Abolitionist Education, Facilitation & Supervision
Sage M Stephanou
Sage is a highly experienced community worker, facilitator and educator with a background in Art Psychotherapy, Creative Expressive Therapies and academia. Their work is focused on liberatory methods of healing and education, using anti-colonial, abolitionist and transformative justice frameworks. Their clinical and community work is influenced by their lived experience as a working class, disabled person of the global majority (PoGM).
Sage is the founder and a co-director of the Radical Therapist Network, and currently working as a clinical supervisor, educator, and group facilitator, with a specialism in abolitionist, somatic intersectional, anti-oppressive therapeutic praxis.
Their approach as an educator, facilitator and community worker is explicitly tied with experiential, creative, socio-political/cultural and embodied group processes, and co-created healing and un/learning spaces.
Area of Focus
Anti-carceral healing and care work
Mutual aid strategies and community care practices
Somatic abolition
Transformative Justice and Abolitionist frameworks
Disability justice and healing justice
Crip theory, accessibility, and disabled-led practices
Racial justice, anti-racism and anti-colonial praxis
Developing anti-capitalist and anti-oppressive care practices
Dynamics and psychology of white supremacy, whiteness and European colonialism
History & impact of white supremacy, colonialism and capitalism in ‘health-care’
Anti-Oppression Pedagogy and Praxis
Experiences of liminality, plurality and Otherness
Marginalisation and systemic violence
Developing consensual care practices
Gender, Sexuality and Relationship Diversity (GSRD)
Power dynamics, positionality, intersectionality & oppression
Defence mechanisms, white supremacy and (cultural) whiteness
Racial / cultural / intergenerational / transgenerational / complex trauma
Photo credit: Oluwatosin Daniju
Testimonials
“Sage's supervision has transformed my relationship with justice, self and collective care. Their extensive knowledge and care enable me to feel fully seen and held accountable in my intersecting and complex identities and commitment to transformative justice. It truly feels radical.
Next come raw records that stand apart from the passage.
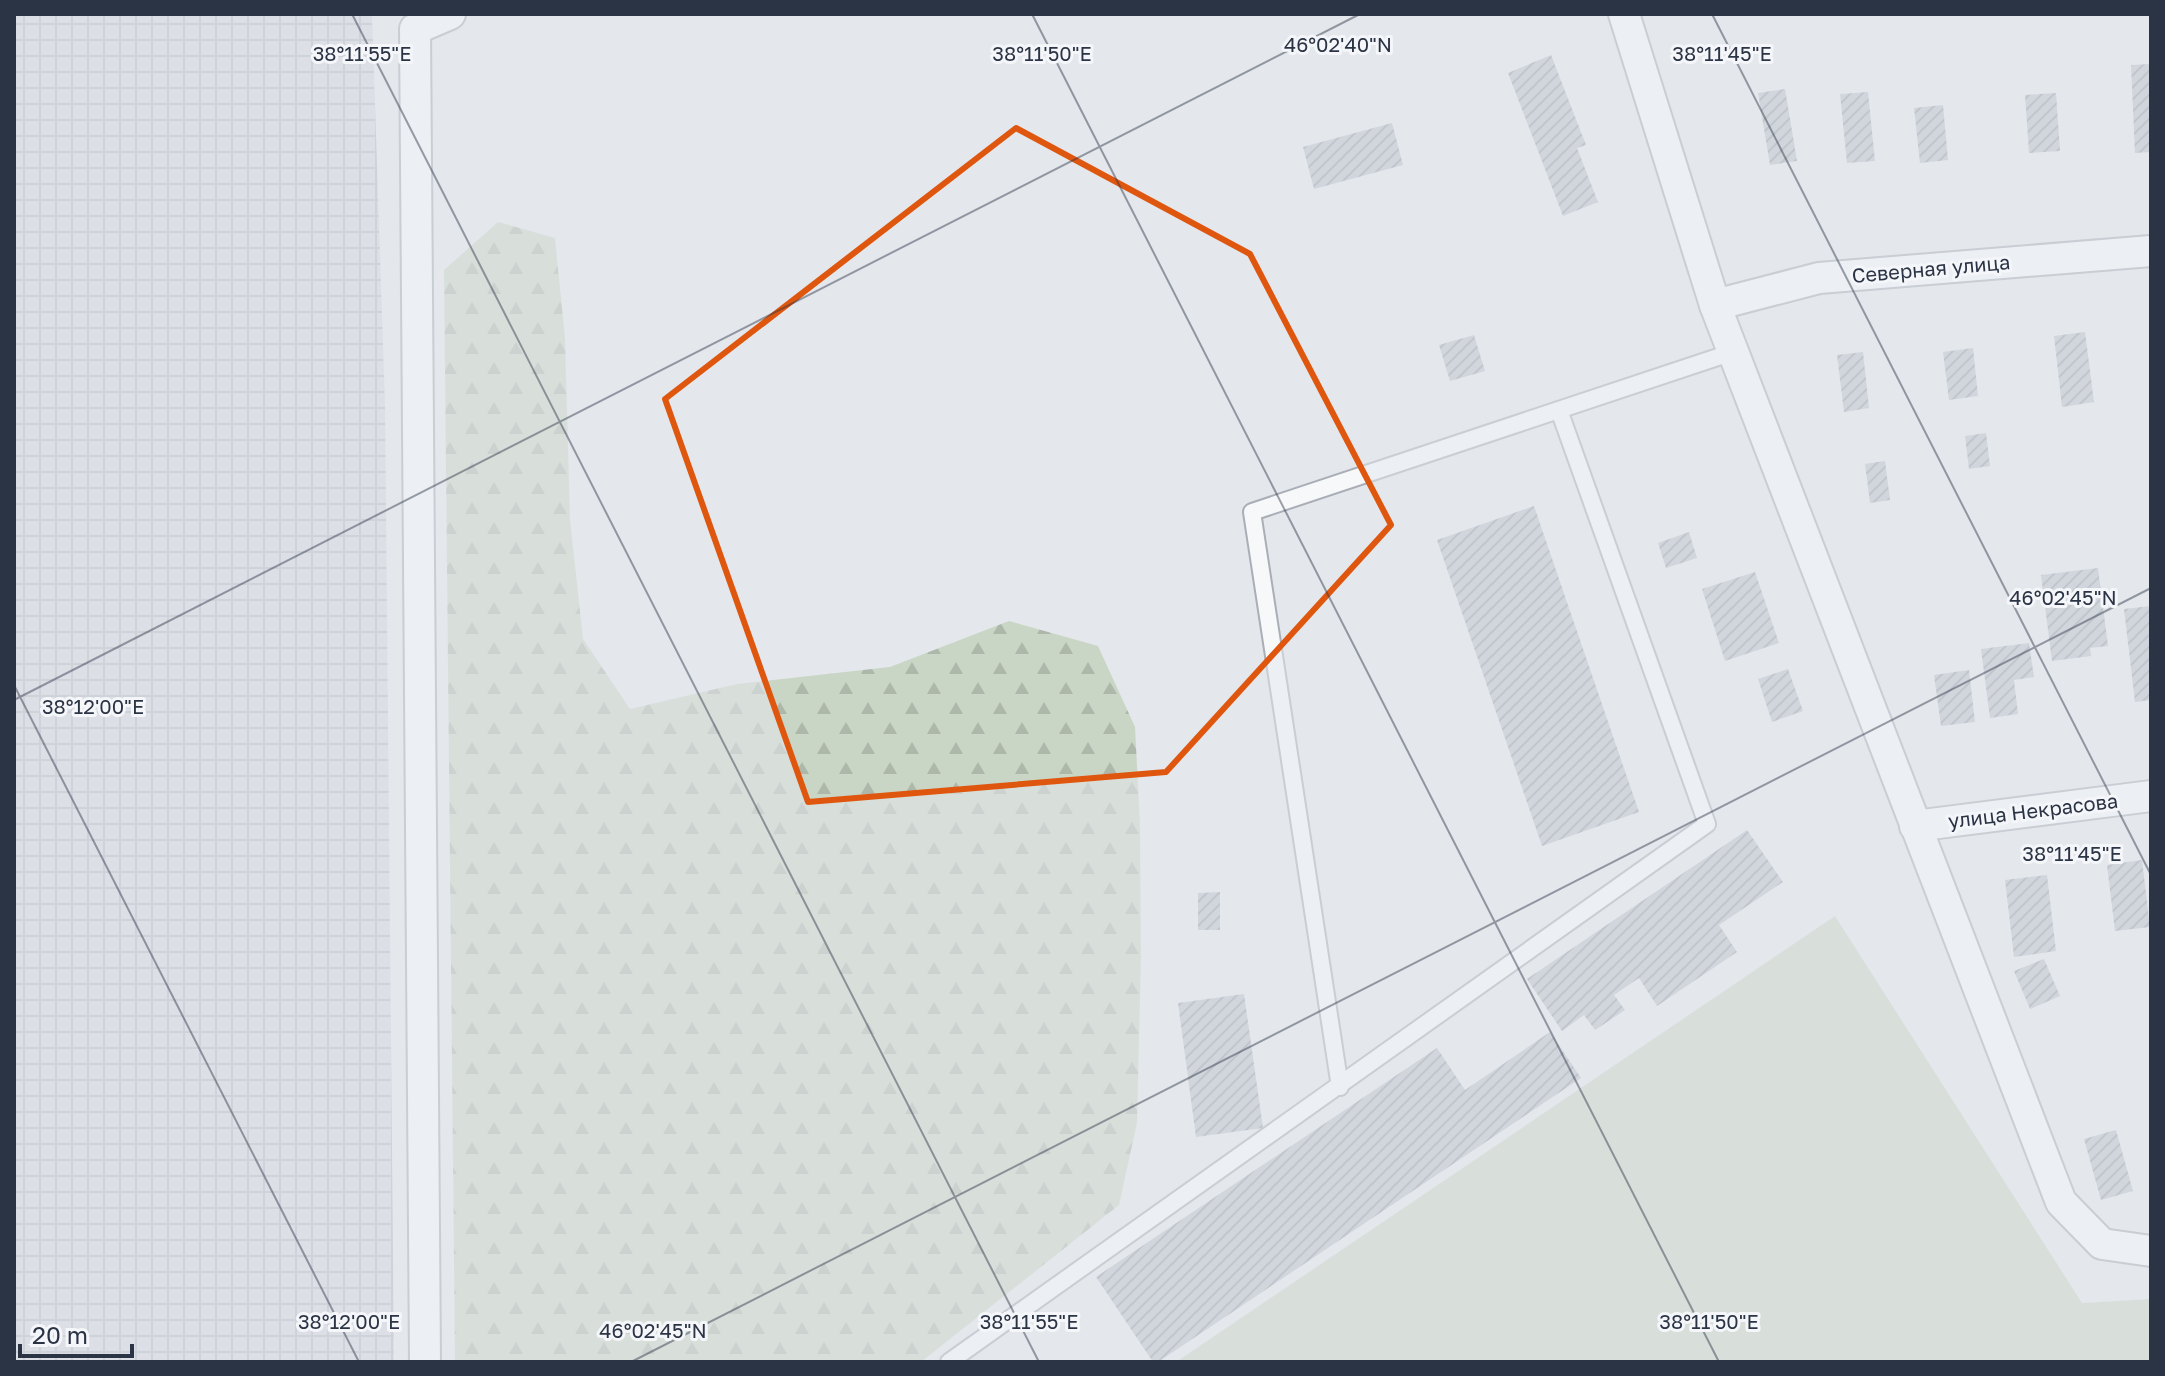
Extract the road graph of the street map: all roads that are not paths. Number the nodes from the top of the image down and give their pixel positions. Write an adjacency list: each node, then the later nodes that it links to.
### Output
1 (450, 14): 3 (street)
2 (1624, 14): 5 (street)
3 (413, 21): 12 (street)
4 (2151, 251): 5 (street, Северная улица)
5 (1715, 305): 6 (street)
6 (1733, 352): 7 (lane); 9 (street)
7 (1559, 410): 10 (lane); 10 (lane)
8 (2151, 796): 9 (street, улица Некрасова)
9 (1915, 826): 11 (street)
10 (1340, 1087): 13 (lane)
11 (2151, 1251)
12 (425, 1362)
13 (949, 1362)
I recommend their supervision, consultation, workshops and facilitation to everyone.”
“Sage is an exceptionally skilled supervisor, who supports me in navigating both the breadth and depth of my work with clients. They are committed to and invite the steadfast unravelling of tightly wound constructs of oppression and supremacism - while being rooted in humanity, kindness and compassion.
They embody and model the awareness and curiosity that is vital for decolonial and liberatory therapy work. The experience of co-regulation, co-exploration and practice of collective care during our supervision sessions greatly informs and impacts the space I hold for my clients. I’m truly and deeply grateful to Sage for their supervision, presence and support.”
“Sage has a gentle yet challenging approach that continues to enhance my awareness of all aspects of art psychotherapy practice; I have really appreciated the insight, knowledge and experience that they bring. Regular artmaking and somatic check-ins are particularly supportive and encouraging in our sessions. Sage’s commitment to collective care is highly motivating - supervision with them has been of huge benefit to myself, empowering me to be of benefit to the community I work alongside.”
“Sage has only been my clinical supervisor for a short while, but they have already supported me to reflect deeper on my practice as an anti-racism and justice worker, especially around holding my own boundaries. They always validate and challenge as and where appropriate. I really look forward to continuing my journey with them.”